Effect of sodium-potassium pump inhibition by ouabain on the permeability of isolated visceral sheep peritoneum
AuthorZarogiannis, S.; Liakopoulos, V.; Hatzoglou, C.; Kourti, P.; Vogiatzidis, K.; Potamianos, S.; Eleftheriadis, T.; Gourgoulianis, K.; Molyvdas, P. A.; Stefanidis, I.
The permeability for small solutes and the ultrafiltration capacity of the peritoneum are essential for effective peritoneal dialysis (PD) treatment. Elucidation of the factors that regulate these two properties is therefore of great importance.
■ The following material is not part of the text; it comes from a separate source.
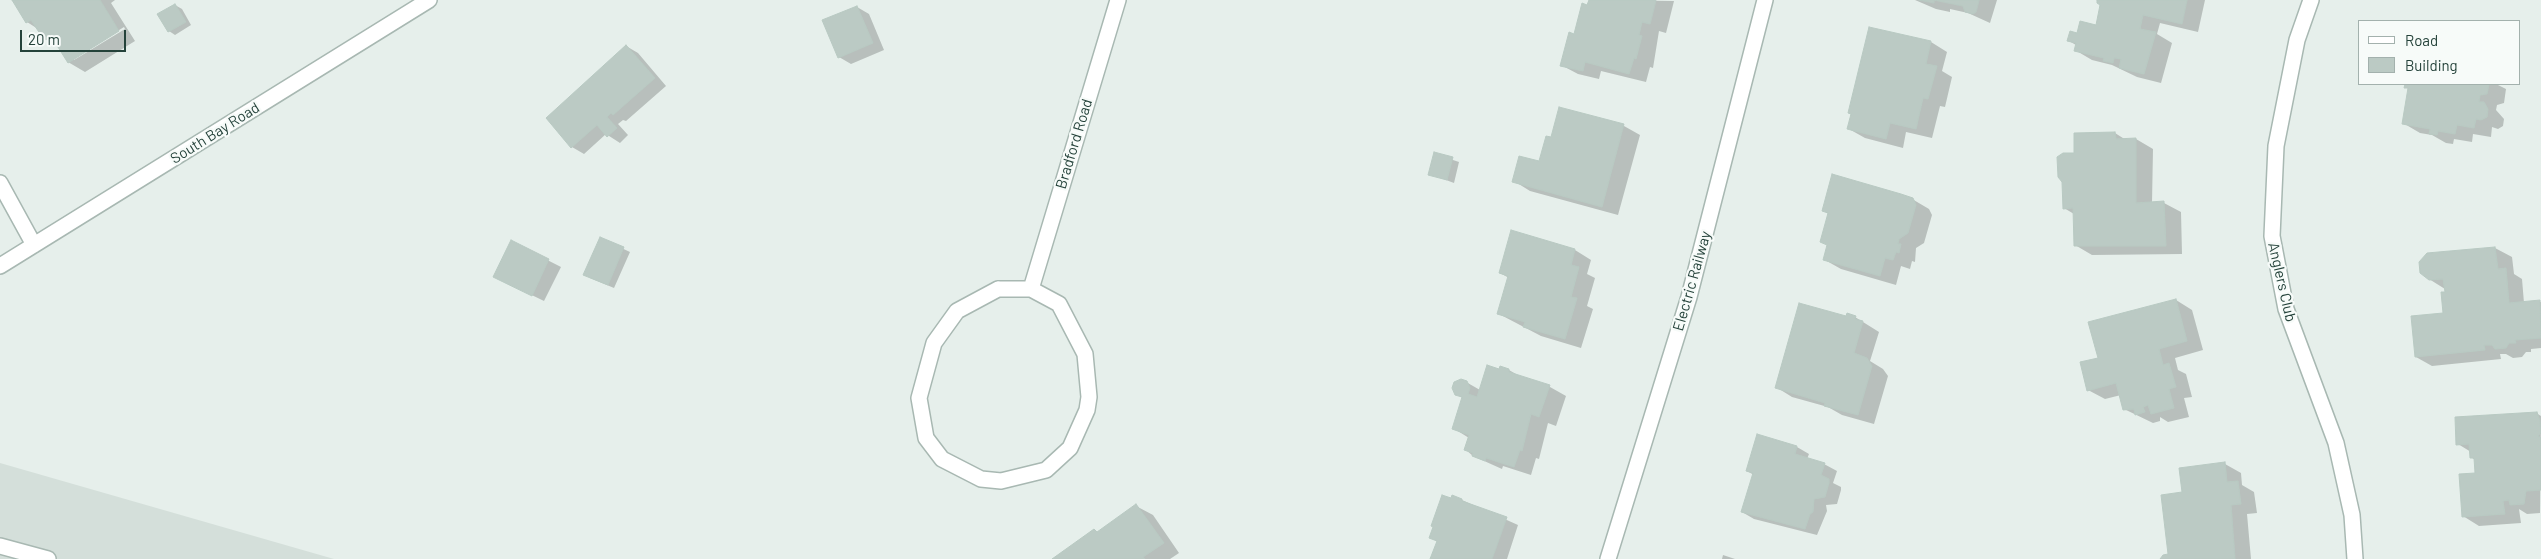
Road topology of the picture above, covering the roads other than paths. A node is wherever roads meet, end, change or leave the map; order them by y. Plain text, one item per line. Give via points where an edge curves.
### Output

Ouabain, a potent inhibitor of the Na+-K+ pump has been shown to reduce fluid absorption in animal models of PD. In the present study, we used Ussing chamber experiments to investigate the effect of ouabain on the transmesothelial electrical resistance (RTM) of isolated visceral sheep peritoneum. Peritoneal samples from the omentum of adult sheep were isolated immediately after the deaths of the animals and were transferred to the laboratory in cooled Krebs-Ringer bicarbonate solution (4 degrees C, pH 7.5) bubbled with 95% O2/5% CO2. A planar sheet of visceral peritoneum was mounted in an Ussing-type chamber, and ouabain (10(-3) mol/L) was added apically and basolaterally. The RTM was measured before and serially for 30 minutes after the addition of ouabain. Because active ion transport is temperature-dependent, all measurements were taken at 37 degrees C. The results presented are the mean +/- standard error of 6 experiments. Before the addition of ouabain, the control RTM was measured as 21.26 +/- 0.57 Omega x cm2. Addition of ouabain basolaterally induced an increase in the RTM to 27.62 +/- 0.72 Omega x cm2 within 1 minute (p < 0.05), and this level persisted throughout the experiment. The effect of ouabain, when added apically, was similar, characterized by a rapid rise in the RTM to 24.66 +/- 0. 76 Omega x cm2 at 1 minute (p < 0. 05), with subsequent persistence at that level. A clear association between RTM and active ion transport has been shown in previous studies. The results of the present study, showing a rapid effect of ouabain on the RTM of visceral peritoneum, therefore clearly suggest that cell membrane Na+K+-ATPase is important for peritoneal ionic transport. In addition, ouabain was previously shown to reduce vasodilation and intraperitoneal sodium or to increase intraperitoneal volume, especially in the presence of conventional acidic solutions. Those findings, combined with the results of the present study, clearly indicate that intraperitoneal administration of digitalis glycosides may have some beneficial effect in PD patients; however the specific clinical implications need further investigation.